* Instructions to follow
Would you copy each line of the data below that has "Tupac"?

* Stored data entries
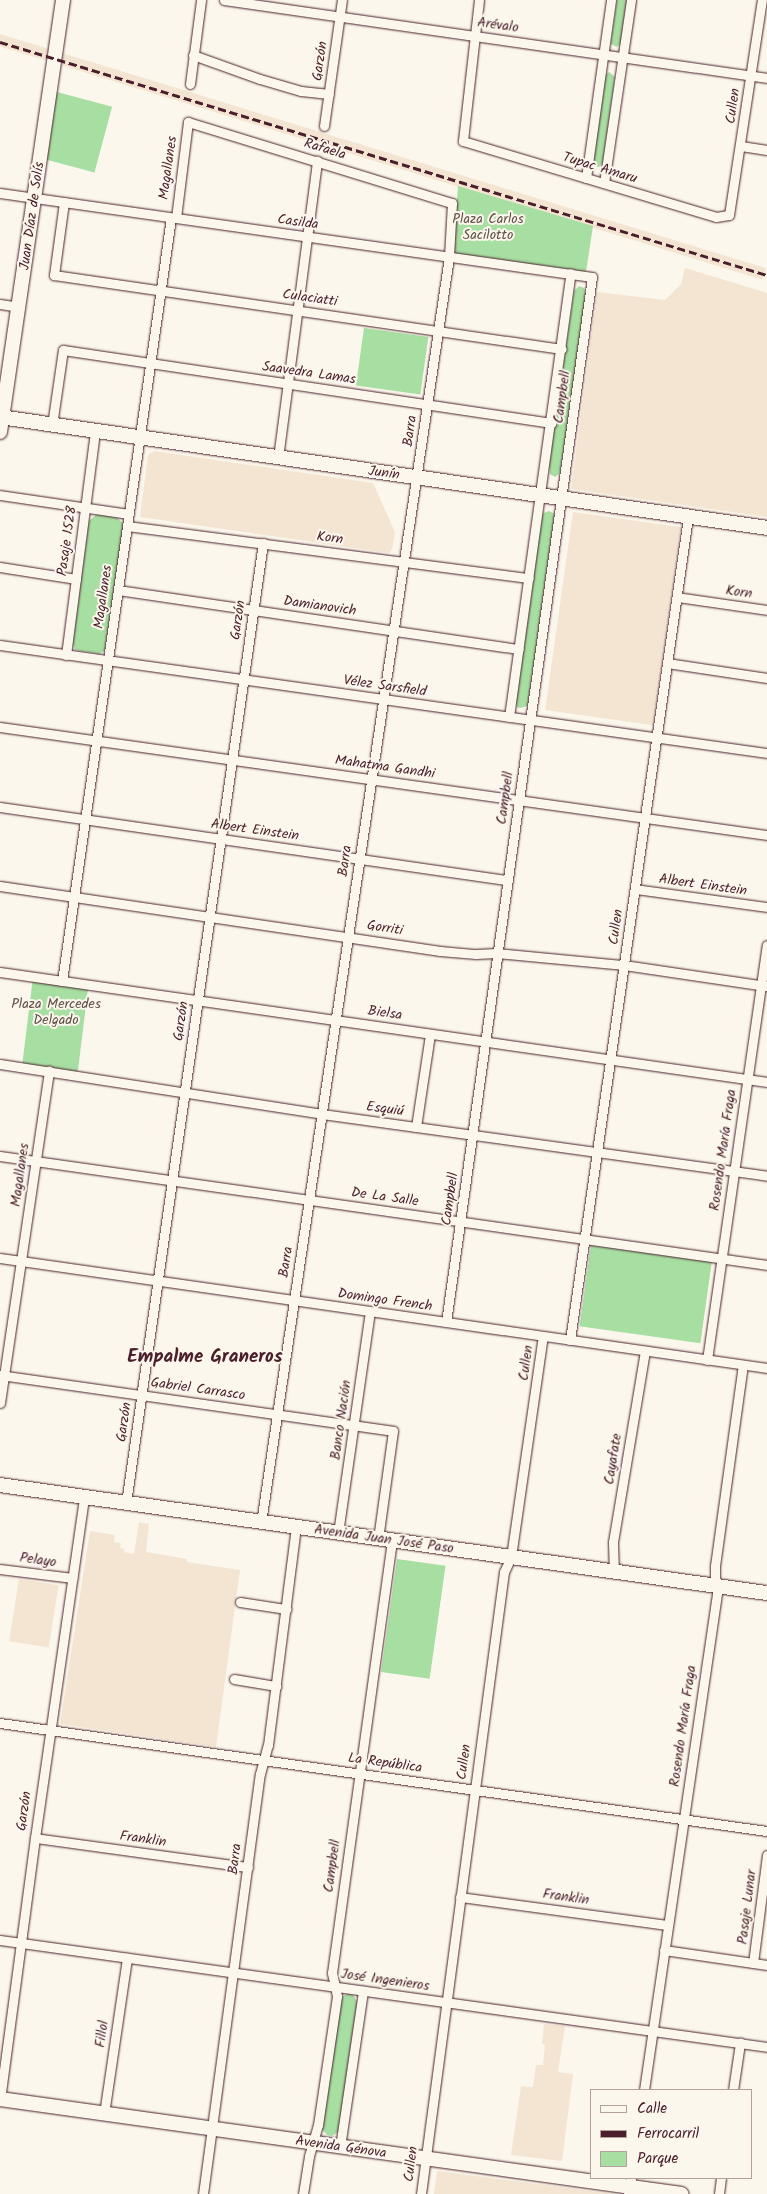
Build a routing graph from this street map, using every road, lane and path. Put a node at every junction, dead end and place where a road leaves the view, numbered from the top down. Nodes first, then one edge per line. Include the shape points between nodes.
1 (63, 0) edge
2 (201, 0) edge
3 (224, 0) edge
4 (342, 0) edge
5 (480, 0) edge
6 (611, 0) edge
7 (631, 0) edge
8 (762, 0) edge
9 (340, 17) junction
10 (474, 36) junction
11 (193, 54) junction
12 (604, 55) junction
13 (623, 58) junction
14 (751, 76) junction
15 (767, 78) edge
16 (190, 84) dead end
17 (329, 94) junction
18 (188, 122) joint
19 (324, 126) dead end
20 (741, 146) junction
21 (767, 150) edge
22 (317, 161) junction
23 (586, 178) junction
24 (604, 184) junction
25 (0, 193) edge
26 (34, 198) junction
27 (64, 202) junction
28 (452, 203) joint
29 (730, 216) joint
30 (173, 218) junction
31 (307, 237) junction
32 (449, 257) junction
33 (571, 273) junction
34 (592, 277) joint
35 (160, 290) junction
36 (0, 304) edge
37 (18, 307) junction
38 (297, 310) junction
39 (438, 331) junction
40 (562, 349) junction
41 (150, 363) junction
42 (288, 384) junction
43 (427, 404) junction
44 (1, 417) edge
45 (552, 423) junction
46 (52, 425) junction
47 (95, 431) junction
48 (0, 432) edge
49 (139, 438) junction
50 (278, 458) junction
51 (416, 478) junction
52 (0, 495) edge
53 (542, 496) junction
54 (562, 499) junction
55 (85, 508) junction
56 (128, 514) junction
57 (688, 517) junction
58 (127, 526) junction
59 (767, 528) edge
60 (262, 544) junction
61 (404, 562) junction
62 (0, 568) edge
63 (529, 578) junction
64 (76, 579) junction
65 (118, 590) junction
66 (677, 597) junction
67 (253, 610) junction
68 (767, 610) edge
69 (394, 630) junction
70 (0, 645) edge
71 (519, 648) junction
72 (66, 655) junction
73 (108, 660) junction
74 (667, 663) junction
75 (767, 678) edge
76 (243, 680) junction
77 (384, 699) junction
78 (509, 717) junction
79 (530, 720) junction
80 (0, 727) edge
81 (657, 737) junction
82 (96, 740) junction
83 (767, 753) edge
84 (232, 759) junction
85 (372, 779) junction
86 (519, 800) junction
87 (0, 808) edge
88 (645, 817) junction
89 (85, 820) junction
90 (767, 834) edge
91 (220, 839) junction
92 (360, 859) junction
93 (506, 880) junction
94 (0, 886) edge
95 (635, 889) junction
96 (74, 896) junction
97 (767, 908) edge
98 (210, 916) junction
99 (348, 935) junction
100 (767, 945) edge
101 (496, 953) junction
102 (624, 966) junction
103 (0, 972) edge
104 (62, 981) junction
105 (764, 986) edge
106 (198, 1000) junction
107 (336, 1020) junction
108 (430, 1034) junction
109 (486, 1042) junction
110 (610, 1060) junction
111 (0, 1064) edge
112 (50, 1071) junction
113 (748, 1079) junction
114 (767, 1082) edge
115 (185, 1092) junction
116 (322, 1114) junction
117 (416, 1127) junction
118 (474, 1135) junction
119 (597, 1152) junction
120 (0, 1156) edge
121 (36, 1161) junction
122 (734, 1172) junction
123 (767, 1176) edge
124 (172, 1180) junction
125 (309, 1200) junction
126 (461, 1222) junction
127 (585, 1239) junction
128 (0, 1258) edge
129 (722, 1259) junction
130 (21, 1262) junction
131 (767, 1266) edge
132 (158, 1281) junction
133 (294, 1301) junction
134 (370, 1312) junction
135 (446, 1322) junction
136 (544, 1336) junction
137 (570, 1340) junction
138 (645, 1351) junction
139 (707, 1360) junction
140 (743, 1365) junction
141 (767, 1368) edge
142 (2, 1375) edge
143 (142, 1395) junction
144 (0, 1403) edge
145 (277, 1415) junction
146 (354, 1426) junction
147 (393, 1431) joint
148 (0, 1485) edge
149 (84, 1497) junction
150 (126, 1503) junction
151 (261, 1522) junction
152 (296, 1527) junction
153 (338, 1533) junction
154 (385, 1540) junction
155 (511, 1557) junction
156 (0, 1569) edge
157 (614, 1572) junction
158 (72, 1578) junction
159 (718, 1586) junction
160 (767, 1593) edge
161 (240, 1602) dead end
162 (286, 1609) junction
163 (234, 1679) dead end
164 (276, 1686) junction
165 (0, 1723) edge
166 (50, 1730) junction
167 (264, 1760) junction
168 (360, 1773) junction
169 (474, 1790) junction
170 (683, 1819) junction
171 (767, 1831) edge
172 (35, 1838) junction
173 (767, 1855) edge
174 (248, 1867) junction
175 (460, 1897) junction
176 (763, 1913) edge
177 (668, 1925) junction
178 (0, 1940) edge
179 (21, 1943) junction
180 (664, 1950) junction
181 (127, 1958) junction
182 (753, 1963) junction
183 (767, 1965) edge
184 (234, 1973) junction
185 (336, 1988) junction
186 (363, 1991) junction
187 (445, 2002) junction
188 (652, 2031) junction
189 (740, 2043) junction
190 (767, 2047) edge
191 (644, 2089) edge
192 (733, 2089) edge
193 (0, 2100) edge
194 (104, 2114) junction
195 (211, 2129) junction
196 (313, 2143) junction
197 (340, 2146) junction
198 (425, 2158) junction
199 (721, 2179) edge
200 (630, 2186) edge
201 (203, 2194) edge
202 (303, 2194) edge
203 (421, 2194) edge
204 (681, 2194) edge
205 (719, 2194) edge

1 - 26 main road, Juan Díaz de Solís
2 - 11 street
3 - 9 street, Arévalo
4 - 9 street, Garzón
5 - 10 street
6 - 12 street
7 - 13 street
8 - 14 street, Cullen
9 - 10 street, Arévalo
9 - 17 street, Garzón
10 - 12 street, Arévalo
10 - 23 street, Tupac Amaru via 463,141
11 - 16 street
11 - 17 street via 260,79 301,91
12 - 13 street, Arévalo
12 - 23 street
13 - 14 street, Arévalo
13 - 24 street
14 - 15 street, Arévalo
14 - 20 street, Cullen
17 - 19 street, Garzón
18 - 22 street, Rafaela
18 - 30 street, Magallanes
20 - 21 street
20 - 29 street, Cullen
22 - 28 street, Rafaela
22 - 31 street
23 - 24 street, Tupac Amaru
24 - 29 street, Tupac Amaru via 716,217
25 - 26 street, Casilda
26 - 27 street, Casilda
26 - 37 main road, Juan Díaz de Solís
27 - 30 street, Casilda
27 - 35 street, Culaciatti via 54,275
28 - 32 street, Barra
30 - 31 street, Casilda
30 - 35 street, Magallanes
31 - 32 street, Casilda
31 - 38 street
32 - 33 street, Casilda
32 - 39 street, Barra
33 - 34 street, Casilda
33 - 40 street, Campbell
34 - 54 street, Campbell
35 - 38 street, Culaciatti
35 - 41 street, Magallanes
36 - 37 street
37 - 44 main road, Juan Díaz de Solís
38 - 39 street, Culaciatti
38 - 42 street
39 - 40 street, Culaciatti
39 - 43 street, Barra
40 - 45 street, Campbell
41 - 42 street, Saavedra Lamas
41 - 46 street, Saavedra Lamas via 63,350
41 - 49 street, Magallanes
42 - 43 street, Saavedra Lamas
42 - 50 street
43 - 45 street, Saavedra Lamas
43 - 51 street, Barra
44 - 46 main road, Junín
44 - 48 main road, Juan Díaz de Solís
45 - 53 street, Campbell
46 - 47 main road, Junín
47 - 49 main road, Junín
47 - 55 street, Pasaje 1528
49 - 50 main road, Junín
49 - 56 street, Magallanes
50 - 51 main road, Junín
51 - 53 main road, Junín
51 - 61 street, Barra
52 - 55 street
53 - 54 main road, Junín
53 - 63 street, Campbell
54 - 57 main road, Junín
54 - 79 street, Campbell
55 - 56 street
55 - 64 street, Pasaje 1528
56 - 58 street, Magallanes
57 - 59 main road, Junín
57 - 66 street, Cullen
58 - 60 street, Korn
58 - 65 street, Magallanes
60 - 61 street, Korn
60 - 67 street, Garzón
61 - 63 street, Korn
61 - 69 street, Barra
62 - 64 street
63 - 71 street, Campbell
64 - 72 street, Pasaje 1528
65 - 67 street, Damianovich
65 - 73 street, Magallanes
66 - 68 street, Korn
66 - 74 street, Cullen
67 - 69 street, Damianovich
67 - 76 street, Garzón
69 - 71 street, Damianovich
69 - 77 street, Barra
70 - 72 street, Vélez Sarsfield
71 - 78 street, Campbell
72 - 73 street, Vélez Sarsfield
73 - 76 street, Vélez Sarsfield
73 - 82 street, Magallanes
74 - 75 street
74 - 81 street, Cullen
76 - 77 street, Vélez Sarsfield
76 - 84 street, Garzón
77 - 78 street, Vélez Sarsfield
77 - 85 street, Barra
78 - 79 street, Vélez Sarsfield
79 - 81 street, Vélez Sarsfield
79 - 86 street, Campbell
80 - 82 street, Mahatma Gandhi
81 - 83 street, Vélez Sarsfield
81 - 88 street, Cullen
82 - 84 street, Mahatma Gandhi
82 - 89 street, Magallanes
84 - 85 street, Mahatma Gandhi
84 - 91 street, Garzón
85 - 86 street, Mahatma Gandhi
85 - 92 street, Barra
86 - 88 street, Mahatma Gandhi
86 - 93 street, Campbell
87 - 89 street, Albert Einstein
88 - 90 street, Mahatma Gandhi
88 - 95 street, Cullen
89 - 91 street, Albert Einstein
89 - 96 street, Magallanes
91 - 92 street, Albert Einstein
91 - 98 street, Garzón
92 - 93 street, Albert Einstein
92 - 99 street, Barra
93 - 101 street, Campbell
94 - 96 street, Gorriti
95 - 97 street, Albert Einstein
95 - 102 street, Cullen
96 - 98 street, Gorriti
96 - 104 street, Magallanes
98 - 99 street, Gorriti
98 - 106 street, Garzón
99 - 101 street, Gorriti via 440,951
99 - 107 street, Barra
100 - 105 street, Rosendo María Fraga
101 - 102 street, Gorriti
101 - 109 street, Campbell
102 - 105 street, Gorriti
102 - 110 street, Cullen
103 - 104 street, Bielsa
104 - 106 street, Bielsa
105 - 113 street, Rosendo María Fraga
106 - 107 street, Bielsa
106 - 115 street, Garzón
107 - 108 street, Bielsa
107 - 116 street, Barra
108 - 109 street, Bielsa
108 - 117 street
109 - 110 street, Bielsa
109 - 118 street, Campbell
110 - 113 street, Bielsa
110 - 119 street, Cullen
111 - 112 street, Esquiú
112 - 115 street, Esquiú
112 - 121 street, Magallanes
113 - 114 street, Bielsa
113 - 122 street, Rosendo María Fraga
115 - 116 street, Esquiú
115 - 124 street, Garzón
116 - 117 street, Esquiú
116 - 125 street, Barra
117 - 118 street, Esquiú
118 - 119 street, Esquiú
118 - 126 street, Campbell
119 - 122 street, Esquiú
119 - 127 street, Cullen
120 - 121 street, De La Salle
121 - 124 street, De La Salle
121 - 130 street, Magallanes
122 - 123 street, Esquiú
122 - 129 street, Rosendo María Fraga
124 - 125 street, De La Salle
124 - 132 street, Garzón
125 - 126 street, De La Salle
125 - 133 street, Barra
126 - 127 street, De La Salle
126 - 135 street, Campbell
127 - 129 street, De La Salle
127 - 137 street, Cullen
128 - 130 street, Domingo French
129 - 131 street, De La Salle
129 - 139 street, Rosendo María Fraga
130 - 132 street, Domingo French
130 - 142 street, Magallanes
132 - 133 street, Domingo French
132 - 143 street, Garzón
133 - 134 street, Domingo French
133 - 145 street, Barra
134 - 135 street, Domingo French
134 - 146 street, Banco Nación
135 - 136 street, Domingo French
136 - 137 street, Domingo French
136 - 155 street, Cullen
137 - 138 street, Domingo French
138 - 139 street, Domingo French
138 - 157 street, Cayafate via 613,1542
139 - 140 street, Domingo French
140 - 141 street, Domingo French
140 - 159 street, Rosendo María Fraga via 715,1566
142 - 143 street, Gabriel Carrasco
142 - 144 street, Magallanes
143 - 145 street, Gabriel Carrasco
143 - 150 street, Garzón
145 - 146 street, Gabriel Carrasco
145 - 151 street, Barra
146 - 147 street, Gabriel Carrasco
146 - 153 street, Banco Nación
147 - 154 street, Campbell
148 - 149 main road, Avenida Juan José Paso
149 - 150 main road, Avenida Juan José Paso
149 - 158 street, Garzón
150 - 151 main road, Avenida Juan José Paso
151 - 152 main road, Avenida Juan José Paso
152 - 153 main road, Avenida Juan José Paso
152 - 162 street, Barra
153 - 154 main road, Avenida Juan José Paso
154 - 155 main road, Avenida Juan José Paso
154 - 168 street, Campbell
155 - 157 main road, Avenida Juan José Paso
155 - 169 street, Cullen via 504,1572
156 - 158 street, Pelayo
157 - 159 main road, Avenida Juan José Paso
158 - 166 street, Garzón
159 - 160 main road, Avenida Juan José Paso
159 - 170 street, Rosendo María Fraga
161 - 162 street
162 - 164 street, Barra
163 - 164 street
164 - 167 street, Barra
165 - 166 street, La República
166 - 167 street, La República
166 - 172 street, Garzón
167 - 168 street, La República
167 - 174 street, Barra
168 - 169 street, La República
168 - 185 street, Campbell via 332,1973
169 - 170 street, La República
169 - 175 street, Cullen
170 - 171 street, La República
170 - 177 street, Rosendo María Fraga
172 - 174 street, Franklin
172 - 179 street, Garzón
173 - 176 street, Pasaje Lunar
174 - 184 street, Barra
175 - 177 street, Franklin
175 - 187 street, Cullen
176 - 182 street, Pasaje Lunar
177 - 180 street, Rosendo María Fraga
178 - 179 street, José Ingenieros
179 - 181 street, José Ingenieros
179 - 193 street, Garzón
180 - 182 street
180 - 188 street, Rosendo María Fraga
181 - 184 street, José Ingenieros
181 - 194 street, Fillol
182 - 183 street
184 - 185 street, José Ingenieros
184 - 195 street, Barra
185 - 186 street, José Ingenieros
185 - 196 street, Campbell
186 - 187 street, José Ingenieros
186 - 197 street
187 - 188 street, José Ingenieros
187 - 198 street, Cullen
188 - 189 street, José Ingenieros
188 - 191 street, Rosendo María Fraga
189 - 190 street, José Ingenieros
189 - 192 street
193 - 194 main road, Avenida Génova
194 - 195 main road, Avenida Génova
195 - 196 main road, Avenida Génova
195 - 201 street, Barra
196 - 197 main road, Avenida Génova
196 - 202 street, Campbell
197 - 198 main road, Avenida Génova
198 - 200 main road, Avenida Génova
198 - 203 street, Cullen
199 - 205 street
200 - 204 main road, Avenida Génova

* Answer for this exercise
10 - 23 street, Tupac Amaru via 463,141
23 - 24 street, Tupac Amaru
24 - 29 street, Tupac Amaru via 716,217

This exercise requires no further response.